The other thing is that I’m not interested home specialties—someone who developed some kind of recipe two generations back. I’m interested in food that people make to sell. That’s what I grew up in. I grew up in the restaurant business. I love the restaurant business and no matter where you go in the world people are making food to sell. And when you’re making it not just for your own family but for a wide audience you tend to think about things differently. I’m always really  interested in that. If you make a recipe from me you know that I’ve tasted it from lots of different people, I’ve read recipes in books. I’ve distilled what I think is the best of everyone and packed it into one thing. I do all my testing in the United States because I want the people who read my books to have great success.

Q: How many times are your recipes tested?
RB: Many of them are based off what we’ve done a thousand times in our restaurants so that gives us another basis of understanding. But then we break it down into small quantities for home use. And then everything gets tested at least three times. There was one we tested for our new book that’s coming out in July over 30 times before we got it right. It’s a wacky recipe with a cake component we were trying to scale up. I was bound and determined to get it right.
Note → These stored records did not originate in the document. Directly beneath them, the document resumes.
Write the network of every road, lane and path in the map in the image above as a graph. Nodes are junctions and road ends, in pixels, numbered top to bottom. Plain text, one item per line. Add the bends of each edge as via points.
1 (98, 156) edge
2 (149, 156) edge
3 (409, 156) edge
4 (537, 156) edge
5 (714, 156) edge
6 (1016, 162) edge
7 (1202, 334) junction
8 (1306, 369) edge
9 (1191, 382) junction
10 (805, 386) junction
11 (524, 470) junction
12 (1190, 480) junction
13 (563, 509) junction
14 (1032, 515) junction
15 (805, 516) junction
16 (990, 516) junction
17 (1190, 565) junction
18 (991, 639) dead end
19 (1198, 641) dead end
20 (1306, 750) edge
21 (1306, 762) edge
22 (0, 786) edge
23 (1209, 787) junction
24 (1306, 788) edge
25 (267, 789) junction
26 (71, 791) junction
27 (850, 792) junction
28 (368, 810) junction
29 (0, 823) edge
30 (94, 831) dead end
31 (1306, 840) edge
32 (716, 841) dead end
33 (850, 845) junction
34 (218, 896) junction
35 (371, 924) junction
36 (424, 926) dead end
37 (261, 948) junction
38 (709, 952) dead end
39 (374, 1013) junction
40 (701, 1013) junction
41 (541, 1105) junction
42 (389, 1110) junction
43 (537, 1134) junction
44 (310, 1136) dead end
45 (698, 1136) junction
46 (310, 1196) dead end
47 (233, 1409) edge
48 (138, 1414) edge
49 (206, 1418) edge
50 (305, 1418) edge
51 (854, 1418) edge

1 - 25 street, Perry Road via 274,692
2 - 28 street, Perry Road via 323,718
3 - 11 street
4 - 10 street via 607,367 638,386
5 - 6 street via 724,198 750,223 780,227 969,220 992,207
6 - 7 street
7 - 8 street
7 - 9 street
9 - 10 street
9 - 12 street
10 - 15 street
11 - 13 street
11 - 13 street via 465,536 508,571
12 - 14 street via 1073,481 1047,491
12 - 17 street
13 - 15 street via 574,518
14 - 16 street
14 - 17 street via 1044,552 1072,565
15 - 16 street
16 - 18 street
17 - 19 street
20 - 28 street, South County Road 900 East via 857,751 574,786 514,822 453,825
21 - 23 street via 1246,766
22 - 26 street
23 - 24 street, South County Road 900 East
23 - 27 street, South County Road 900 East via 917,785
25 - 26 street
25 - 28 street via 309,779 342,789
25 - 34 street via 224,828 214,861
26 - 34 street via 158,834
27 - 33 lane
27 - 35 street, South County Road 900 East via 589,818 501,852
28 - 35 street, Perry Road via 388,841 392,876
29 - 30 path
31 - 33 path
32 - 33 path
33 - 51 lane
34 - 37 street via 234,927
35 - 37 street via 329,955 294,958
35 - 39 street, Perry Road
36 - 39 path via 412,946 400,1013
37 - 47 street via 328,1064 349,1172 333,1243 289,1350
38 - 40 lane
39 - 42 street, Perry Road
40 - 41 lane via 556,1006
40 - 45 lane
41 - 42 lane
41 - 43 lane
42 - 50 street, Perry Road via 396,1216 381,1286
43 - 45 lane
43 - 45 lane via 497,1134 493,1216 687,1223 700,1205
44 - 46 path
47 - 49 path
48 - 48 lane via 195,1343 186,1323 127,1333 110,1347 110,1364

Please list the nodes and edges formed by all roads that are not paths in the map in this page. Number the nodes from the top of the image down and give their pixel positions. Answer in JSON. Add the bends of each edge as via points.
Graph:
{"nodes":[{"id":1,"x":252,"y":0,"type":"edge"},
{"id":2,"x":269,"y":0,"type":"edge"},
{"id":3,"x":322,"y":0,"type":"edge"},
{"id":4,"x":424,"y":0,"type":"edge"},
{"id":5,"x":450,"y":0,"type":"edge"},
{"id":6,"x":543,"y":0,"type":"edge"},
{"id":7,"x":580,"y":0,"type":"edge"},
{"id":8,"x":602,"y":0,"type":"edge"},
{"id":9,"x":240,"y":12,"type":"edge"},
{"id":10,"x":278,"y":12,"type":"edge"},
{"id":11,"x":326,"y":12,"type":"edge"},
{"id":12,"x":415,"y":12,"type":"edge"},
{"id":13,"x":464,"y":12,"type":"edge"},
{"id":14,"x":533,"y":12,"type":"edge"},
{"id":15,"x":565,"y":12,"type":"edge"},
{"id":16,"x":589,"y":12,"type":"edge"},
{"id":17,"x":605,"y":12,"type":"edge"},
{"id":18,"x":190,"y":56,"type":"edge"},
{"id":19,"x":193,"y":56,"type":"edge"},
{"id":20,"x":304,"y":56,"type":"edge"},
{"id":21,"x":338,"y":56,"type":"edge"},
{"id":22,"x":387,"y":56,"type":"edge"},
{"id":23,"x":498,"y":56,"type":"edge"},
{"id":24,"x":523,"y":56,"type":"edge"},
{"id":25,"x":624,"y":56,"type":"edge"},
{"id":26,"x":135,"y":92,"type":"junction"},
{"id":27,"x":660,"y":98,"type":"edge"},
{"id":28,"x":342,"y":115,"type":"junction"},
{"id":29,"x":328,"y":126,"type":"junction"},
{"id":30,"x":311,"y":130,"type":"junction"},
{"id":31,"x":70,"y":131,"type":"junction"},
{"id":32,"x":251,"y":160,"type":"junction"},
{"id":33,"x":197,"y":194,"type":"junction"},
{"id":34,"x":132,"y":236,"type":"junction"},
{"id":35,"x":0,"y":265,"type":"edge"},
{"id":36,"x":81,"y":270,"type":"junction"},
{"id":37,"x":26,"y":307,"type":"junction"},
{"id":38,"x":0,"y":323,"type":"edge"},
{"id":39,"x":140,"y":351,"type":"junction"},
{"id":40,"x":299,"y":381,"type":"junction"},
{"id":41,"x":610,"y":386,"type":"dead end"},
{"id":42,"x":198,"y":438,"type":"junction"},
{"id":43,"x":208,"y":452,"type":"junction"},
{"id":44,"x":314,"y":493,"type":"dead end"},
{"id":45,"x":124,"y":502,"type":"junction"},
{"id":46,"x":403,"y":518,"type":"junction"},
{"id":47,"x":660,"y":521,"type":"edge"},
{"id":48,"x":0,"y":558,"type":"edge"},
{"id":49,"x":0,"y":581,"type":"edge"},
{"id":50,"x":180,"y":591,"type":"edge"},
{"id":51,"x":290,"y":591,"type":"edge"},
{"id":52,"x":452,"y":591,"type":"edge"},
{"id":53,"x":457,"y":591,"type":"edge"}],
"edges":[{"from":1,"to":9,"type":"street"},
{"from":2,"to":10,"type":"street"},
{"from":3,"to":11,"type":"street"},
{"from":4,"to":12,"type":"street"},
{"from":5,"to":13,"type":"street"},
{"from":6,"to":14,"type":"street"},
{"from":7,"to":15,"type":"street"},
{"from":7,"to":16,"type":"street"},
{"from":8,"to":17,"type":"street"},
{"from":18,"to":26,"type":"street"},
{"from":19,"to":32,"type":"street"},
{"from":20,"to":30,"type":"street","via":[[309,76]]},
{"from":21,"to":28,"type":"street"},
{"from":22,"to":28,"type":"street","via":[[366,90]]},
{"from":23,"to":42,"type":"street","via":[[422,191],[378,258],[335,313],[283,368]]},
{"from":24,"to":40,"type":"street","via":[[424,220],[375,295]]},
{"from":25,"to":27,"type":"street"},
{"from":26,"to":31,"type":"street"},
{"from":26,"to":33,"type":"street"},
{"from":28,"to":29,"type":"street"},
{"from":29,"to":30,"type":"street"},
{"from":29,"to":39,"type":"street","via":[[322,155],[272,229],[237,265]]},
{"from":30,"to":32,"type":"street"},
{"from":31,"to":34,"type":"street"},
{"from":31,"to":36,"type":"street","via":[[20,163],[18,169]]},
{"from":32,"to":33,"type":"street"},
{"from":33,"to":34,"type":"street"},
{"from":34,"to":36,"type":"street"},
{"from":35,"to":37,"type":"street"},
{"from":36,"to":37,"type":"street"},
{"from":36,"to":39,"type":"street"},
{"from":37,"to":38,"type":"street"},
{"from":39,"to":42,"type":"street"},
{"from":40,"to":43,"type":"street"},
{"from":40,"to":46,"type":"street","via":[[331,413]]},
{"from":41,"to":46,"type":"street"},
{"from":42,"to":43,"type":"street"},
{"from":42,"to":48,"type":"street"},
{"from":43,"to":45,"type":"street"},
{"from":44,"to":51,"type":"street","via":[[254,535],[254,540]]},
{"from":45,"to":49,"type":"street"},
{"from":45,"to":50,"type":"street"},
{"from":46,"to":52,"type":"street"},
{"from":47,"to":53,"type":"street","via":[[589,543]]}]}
Q: So, tell me about the book.
RB: It’s called Fiesta at Rick’s and it’s something we’ve been working on for years now. It was a topic for a series of TV shows from last season. I know that when people these days are cooking a lot of the time they’re cooking for friends coming over. Food seems to be the major catalyst that creates the spark that creates the good time. Putting good food in front of people changes their perspective on everything, changes the way they think about life and friends. Almost always when you’ve had a great time with people there’s been food involved and I wanted to give people a lot of great recipes that are great for sharing with people.

The chapters are divided up more like the way you’d think of putting a menu together for a party, so there’s a whole section on drinks and guacamoles and ceviches. A whole chapter on small dishes to put out for people that can be scooped onto chips, onto soft tortillas. You could pile them on bread like bruschettas. There’s another chapter for grilling. There’s five really big parties, including one in which I teach you how to dig a pit to roast a whole animal. It’s one of the most common things that guys come up to me and tell me they’ve done. Since time in memorial, roasting an animal has been a major fiesta kind of thing. It’s what commemorated something.

Q: Do you have a go-to ingredient you absolutely love?
RB: Well, dried chiles are the hallmark of real Mexican food and the one thing most Americans don’t get at all. I think if there’s one thing we do exceptionally well at our restaurants it’s dried chile sauces. You have to know how to balance their flavors. Each one has their own very distinctive flavors.

Q:  Your daughter Lanie is on the show. What would you suggest to parents who want to teach their kids to cook and be competent in the kitchen? What did you do?
RB: First, never tell them that they should. It’s the wrong way to approach it. We cook all the time and have people over all the time. When she was little, she got real  used to being part of that whole “we’re cooking, we’re doing this stuff together.” So the first thing I had her do was make an appetizer plate. She could cut up cheese, arrange it on a plate with crackers, decorate the plate with flowers from the garden. Whatever she could do. But I let her create her own dish. To this very day, I ask what dish she wants to make when we have people over. It’s really important to me not to have kids “help you out” because they get bored with that really fast but to have responsibility for something themselves. It becomes Lanie’s dish.